Problem to solve: State only the count of lines in the listing below that hold "Alegre".

*** Begin section ***

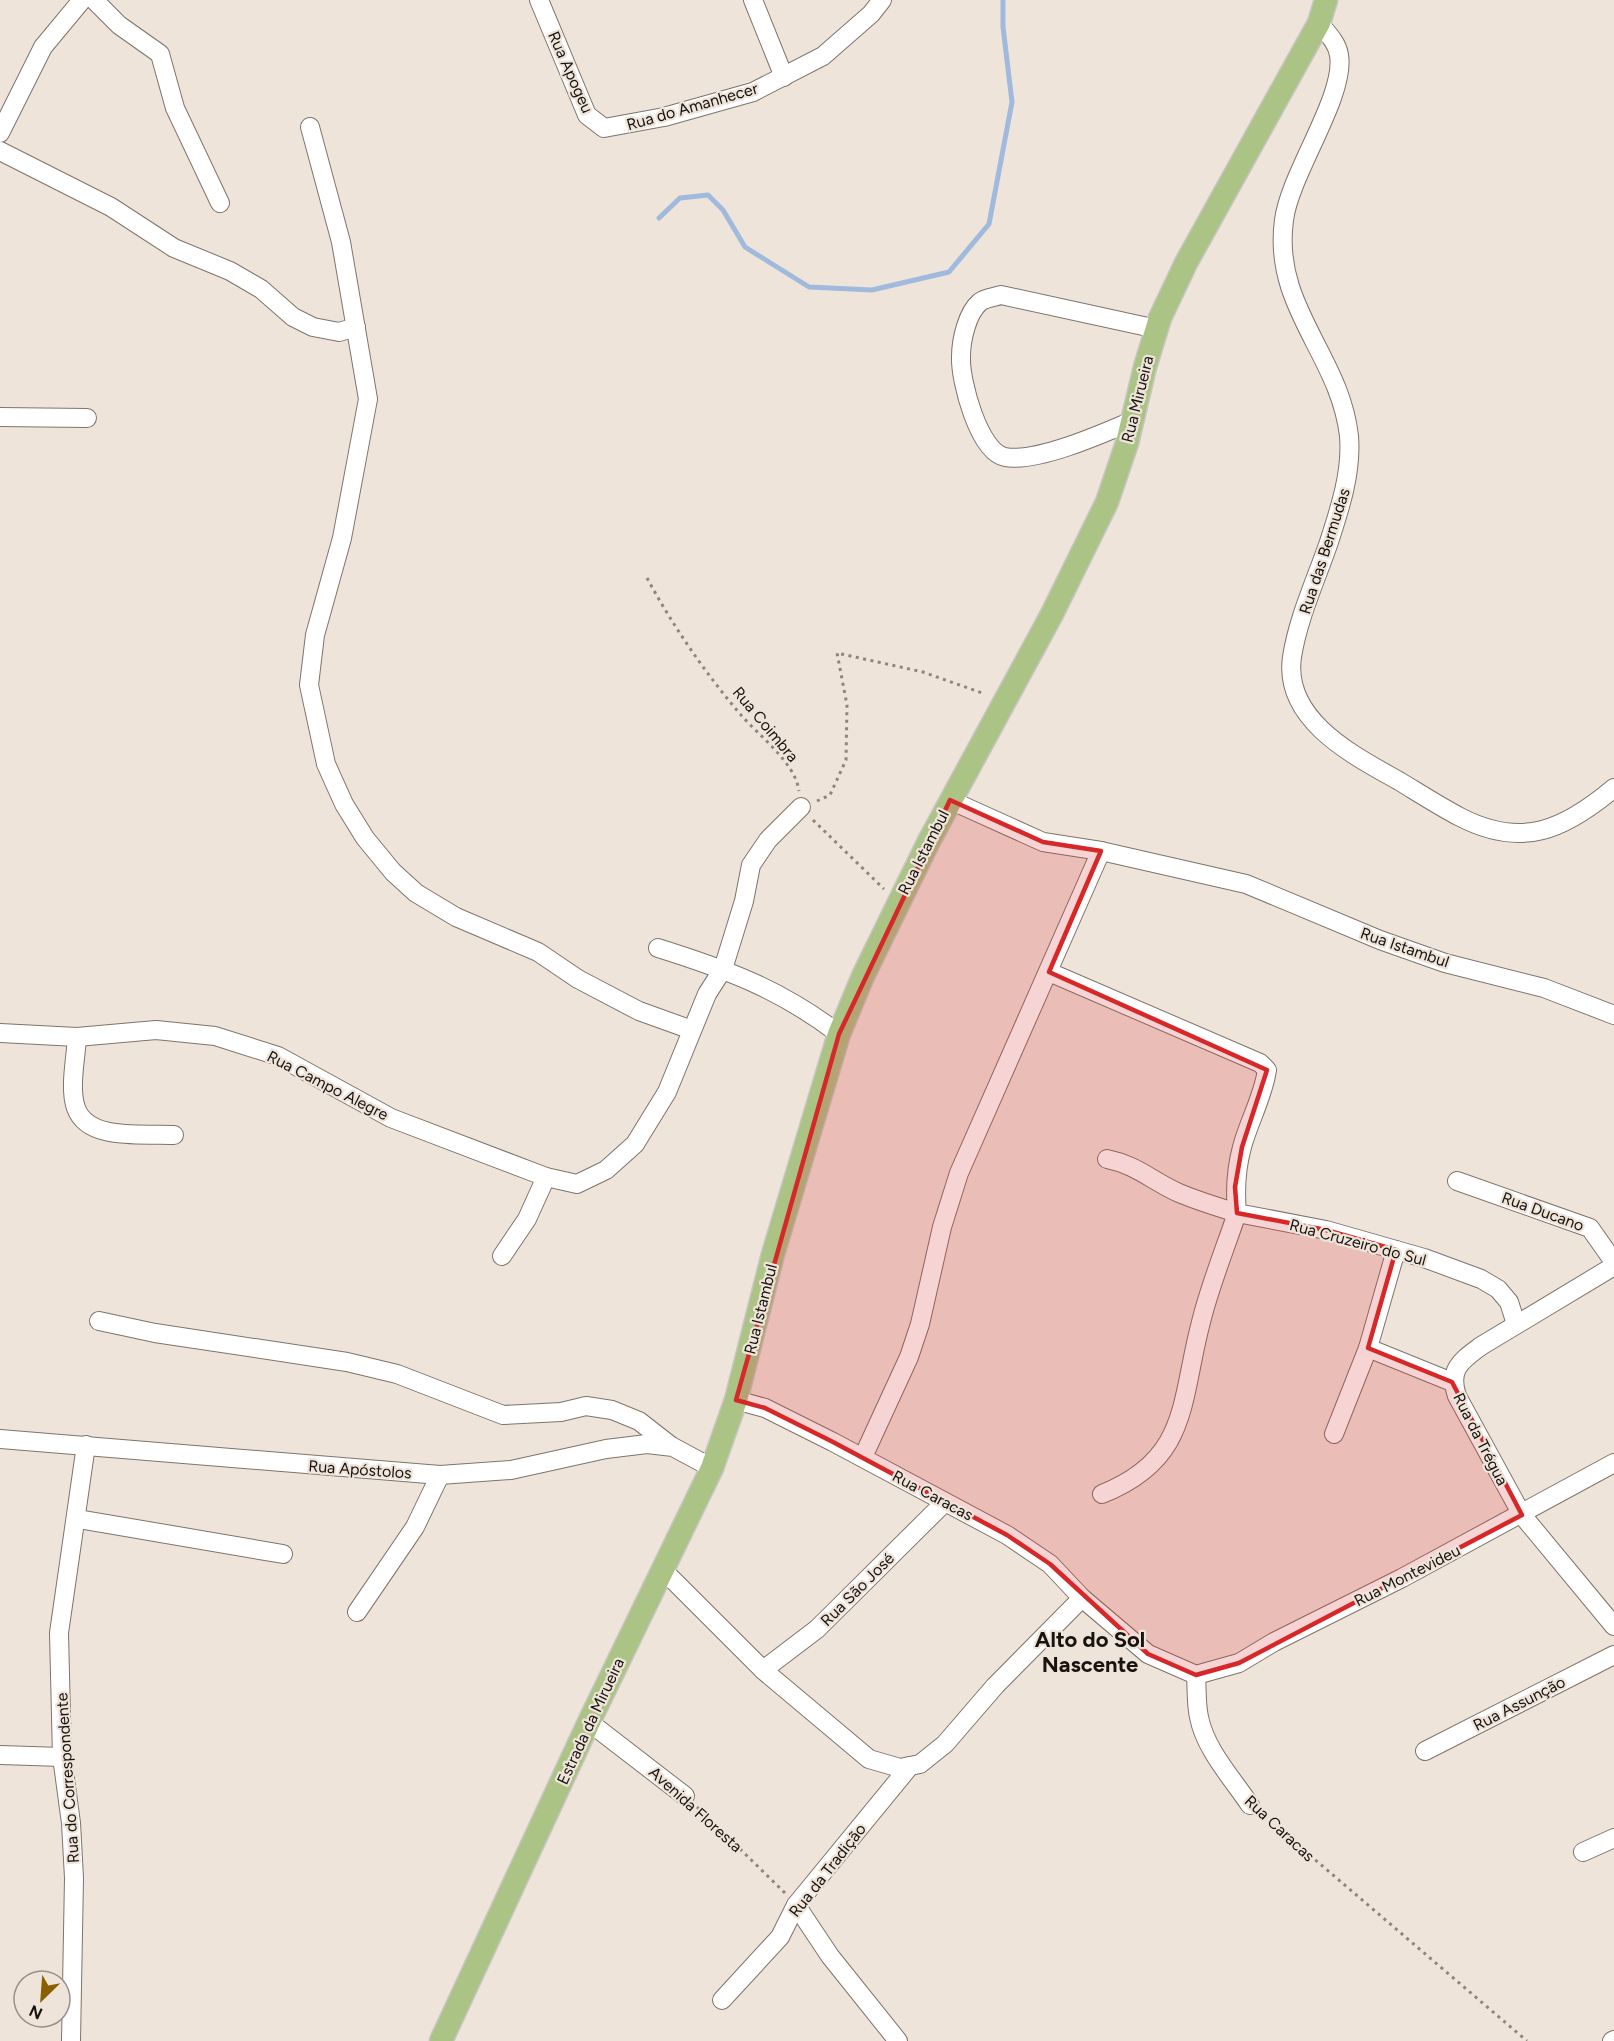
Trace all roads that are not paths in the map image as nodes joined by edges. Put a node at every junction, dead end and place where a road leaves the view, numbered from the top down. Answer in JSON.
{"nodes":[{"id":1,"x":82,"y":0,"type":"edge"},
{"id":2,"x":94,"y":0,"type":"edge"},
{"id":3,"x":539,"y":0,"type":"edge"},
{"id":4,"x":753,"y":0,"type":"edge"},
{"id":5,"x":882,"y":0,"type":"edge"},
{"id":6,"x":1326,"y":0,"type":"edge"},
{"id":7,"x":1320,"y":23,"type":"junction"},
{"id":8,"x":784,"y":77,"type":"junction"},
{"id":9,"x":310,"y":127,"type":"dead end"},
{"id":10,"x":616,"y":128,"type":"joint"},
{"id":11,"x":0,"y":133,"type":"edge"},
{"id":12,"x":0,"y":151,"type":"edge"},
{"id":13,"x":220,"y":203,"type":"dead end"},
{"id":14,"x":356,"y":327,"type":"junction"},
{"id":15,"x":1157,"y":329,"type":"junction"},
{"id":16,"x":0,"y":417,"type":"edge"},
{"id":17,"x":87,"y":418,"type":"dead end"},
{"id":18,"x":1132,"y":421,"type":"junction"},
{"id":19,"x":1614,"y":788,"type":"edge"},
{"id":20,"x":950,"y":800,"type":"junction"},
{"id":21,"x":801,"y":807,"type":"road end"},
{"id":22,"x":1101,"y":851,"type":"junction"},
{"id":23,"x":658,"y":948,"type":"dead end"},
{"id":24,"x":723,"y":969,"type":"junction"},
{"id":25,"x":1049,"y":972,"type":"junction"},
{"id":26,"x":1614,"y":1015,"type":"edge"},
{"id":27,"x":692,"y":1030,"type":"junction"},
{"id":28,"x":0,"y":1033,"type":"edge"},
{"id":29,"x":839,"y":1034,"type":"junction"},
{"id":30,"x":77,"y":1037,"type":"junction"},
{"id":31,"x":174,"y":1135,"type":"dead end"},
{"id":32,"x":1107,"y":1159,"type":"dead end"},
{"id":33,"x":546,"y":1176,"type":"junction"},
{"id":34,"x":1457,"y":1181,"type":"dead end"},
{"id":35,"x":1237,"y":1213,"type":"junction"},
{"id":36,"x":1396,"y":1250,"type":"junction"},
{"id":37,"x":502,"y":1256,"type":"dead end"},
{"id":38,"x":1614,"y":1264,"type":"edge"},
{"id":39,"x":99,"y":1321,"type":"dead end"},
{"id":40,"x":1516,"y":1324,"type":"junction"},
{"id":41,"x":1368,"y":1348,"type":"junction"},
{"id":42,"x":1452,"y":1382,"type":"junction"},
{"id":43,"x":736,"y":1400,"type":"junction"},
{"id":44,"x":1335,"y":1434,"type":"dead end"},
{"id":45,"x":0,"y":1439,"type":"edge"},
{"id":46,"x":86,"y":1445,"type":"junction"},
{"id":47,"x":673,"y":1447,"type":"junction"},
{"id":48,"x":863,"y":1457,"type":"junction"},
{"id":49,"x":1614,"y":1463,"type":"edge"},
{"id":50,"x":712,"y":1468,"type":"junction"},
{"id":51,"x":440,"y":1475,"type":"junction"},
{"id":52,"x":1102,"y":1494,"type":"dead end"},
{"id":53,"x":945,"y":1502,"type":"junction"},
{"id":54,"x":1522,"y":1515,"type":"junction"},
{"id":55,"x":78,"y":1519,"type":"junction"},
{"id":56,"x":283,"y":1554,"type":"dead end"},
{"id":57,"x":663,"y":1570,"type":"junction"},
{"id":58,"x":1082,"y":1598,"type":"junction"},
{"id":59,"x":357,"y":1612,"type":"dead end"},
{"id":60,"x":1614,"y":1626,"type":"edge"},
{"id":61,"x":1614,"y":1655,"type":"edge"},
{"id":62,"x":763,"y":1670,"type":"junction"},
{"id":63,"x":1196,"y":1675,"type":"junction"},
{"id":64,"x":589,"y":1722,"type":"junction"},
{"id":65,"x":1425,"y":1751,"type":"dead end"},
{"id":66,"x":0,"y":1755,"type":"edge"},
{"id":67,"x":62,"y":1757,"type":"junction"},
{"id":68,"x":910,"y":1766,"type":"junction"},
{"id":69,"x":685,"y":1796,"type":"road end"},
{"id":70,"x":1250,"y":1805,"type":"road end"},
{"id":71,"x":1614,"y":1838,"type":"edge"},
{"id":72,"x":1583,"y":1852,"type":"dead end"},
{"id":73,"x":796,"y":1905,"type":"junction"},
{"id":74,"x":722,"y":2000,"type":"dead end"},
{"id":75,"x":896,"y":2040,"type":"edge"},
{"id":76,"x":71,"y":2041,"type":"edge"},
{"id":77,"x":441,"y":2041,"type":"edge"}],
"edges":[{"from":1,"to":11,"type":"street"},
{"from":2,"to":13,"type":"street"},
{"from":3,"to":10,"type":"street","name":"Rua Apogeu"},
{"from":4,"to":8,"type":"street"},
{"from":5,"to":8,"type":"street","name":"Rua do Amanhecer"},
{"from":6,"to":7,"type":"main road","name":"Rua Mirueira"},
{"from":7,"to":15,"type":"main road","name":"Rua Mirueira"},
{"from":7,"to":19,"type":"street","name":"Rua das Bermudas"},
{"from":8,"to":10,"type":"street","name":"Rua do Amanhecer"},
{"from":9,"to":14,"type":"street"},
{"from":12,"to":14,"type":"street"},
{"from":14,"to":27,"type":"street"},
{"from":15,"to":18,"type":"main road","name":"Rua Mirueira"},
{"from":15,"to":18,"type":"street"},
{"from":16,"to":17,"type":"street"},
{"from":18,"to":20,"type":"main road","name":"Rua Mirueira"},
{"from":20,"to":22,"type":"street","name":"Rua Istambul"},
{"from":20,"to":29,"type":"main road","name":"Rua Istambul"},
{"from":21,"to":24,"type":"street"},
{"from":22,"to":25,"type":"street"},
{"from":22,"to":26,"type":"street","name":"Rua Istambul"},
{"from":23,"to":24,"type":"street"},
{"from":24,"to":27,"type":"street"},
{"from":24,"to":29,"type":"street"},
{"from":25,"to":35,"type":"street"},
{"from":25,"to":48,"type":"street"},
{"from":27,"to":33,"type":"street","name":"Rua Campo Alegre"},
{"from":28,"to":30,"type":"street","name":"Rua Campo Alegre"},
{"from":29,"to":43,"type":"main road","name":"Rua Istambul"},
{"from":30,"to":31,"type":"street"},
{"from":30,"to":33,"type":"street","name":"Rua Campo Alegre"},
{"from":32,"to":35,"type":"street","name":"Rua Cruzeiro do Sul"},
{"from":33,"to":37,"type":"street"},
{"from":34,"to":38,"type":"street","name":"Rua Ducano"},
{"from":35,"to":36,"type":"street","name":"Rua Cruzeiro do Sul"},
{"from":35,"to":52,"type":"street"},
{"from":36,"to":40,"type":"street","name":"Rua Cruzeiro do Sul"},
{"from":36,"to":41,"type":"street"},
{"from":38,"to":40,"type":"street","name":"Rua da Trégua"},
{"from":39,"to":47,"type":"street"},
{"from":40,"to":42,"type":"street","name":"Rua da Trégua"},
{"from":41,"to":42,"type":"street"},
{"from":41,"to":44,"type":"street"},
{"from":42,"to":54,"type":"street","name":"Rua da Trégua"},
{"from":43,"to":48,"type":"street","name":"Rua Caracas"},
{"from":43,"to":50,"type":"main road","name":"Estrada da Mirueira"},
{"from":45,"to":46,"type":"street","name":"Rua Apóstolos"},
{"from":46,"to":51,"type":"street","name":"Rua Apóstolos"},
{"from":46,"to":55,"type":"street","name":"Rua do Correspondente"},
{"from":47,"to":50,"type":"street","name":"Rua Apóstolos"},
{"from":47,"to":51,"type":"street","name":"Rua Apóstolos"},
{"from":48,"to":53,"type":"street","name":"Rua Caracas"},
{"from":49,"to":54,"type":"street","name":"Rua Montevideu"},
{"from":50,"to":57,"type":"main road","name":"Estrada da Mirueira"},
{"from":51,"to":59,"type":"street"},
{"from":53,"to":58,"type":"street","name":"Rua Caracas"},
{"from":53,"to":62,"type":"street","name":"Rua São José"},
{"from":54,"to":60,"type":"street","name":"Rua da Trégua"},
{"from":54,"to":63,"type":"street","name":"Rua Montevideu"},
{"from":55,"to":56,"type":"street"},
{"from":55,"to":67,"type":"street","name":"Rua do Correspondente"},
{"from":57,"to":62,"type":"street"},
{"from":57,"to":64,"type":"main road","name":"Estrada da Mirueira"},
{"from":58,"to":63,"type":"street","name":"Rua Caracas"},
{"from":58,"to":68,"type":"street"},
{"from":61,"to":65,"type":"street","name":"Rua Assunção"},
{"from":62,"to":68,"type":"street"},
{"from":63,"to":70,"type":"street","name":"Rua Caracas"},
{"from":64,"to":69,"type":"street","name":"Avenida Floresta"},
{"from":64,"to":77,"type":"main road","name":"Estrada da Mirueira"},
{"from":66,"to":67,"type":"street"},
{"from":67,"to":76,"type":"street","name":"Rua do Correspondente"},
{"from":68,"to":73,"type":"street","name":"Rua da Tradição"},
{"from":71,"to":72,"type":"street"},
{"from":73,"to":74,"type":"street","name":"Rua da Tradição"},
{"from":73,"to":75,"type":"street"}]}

*** End section ***

Exercise output: 3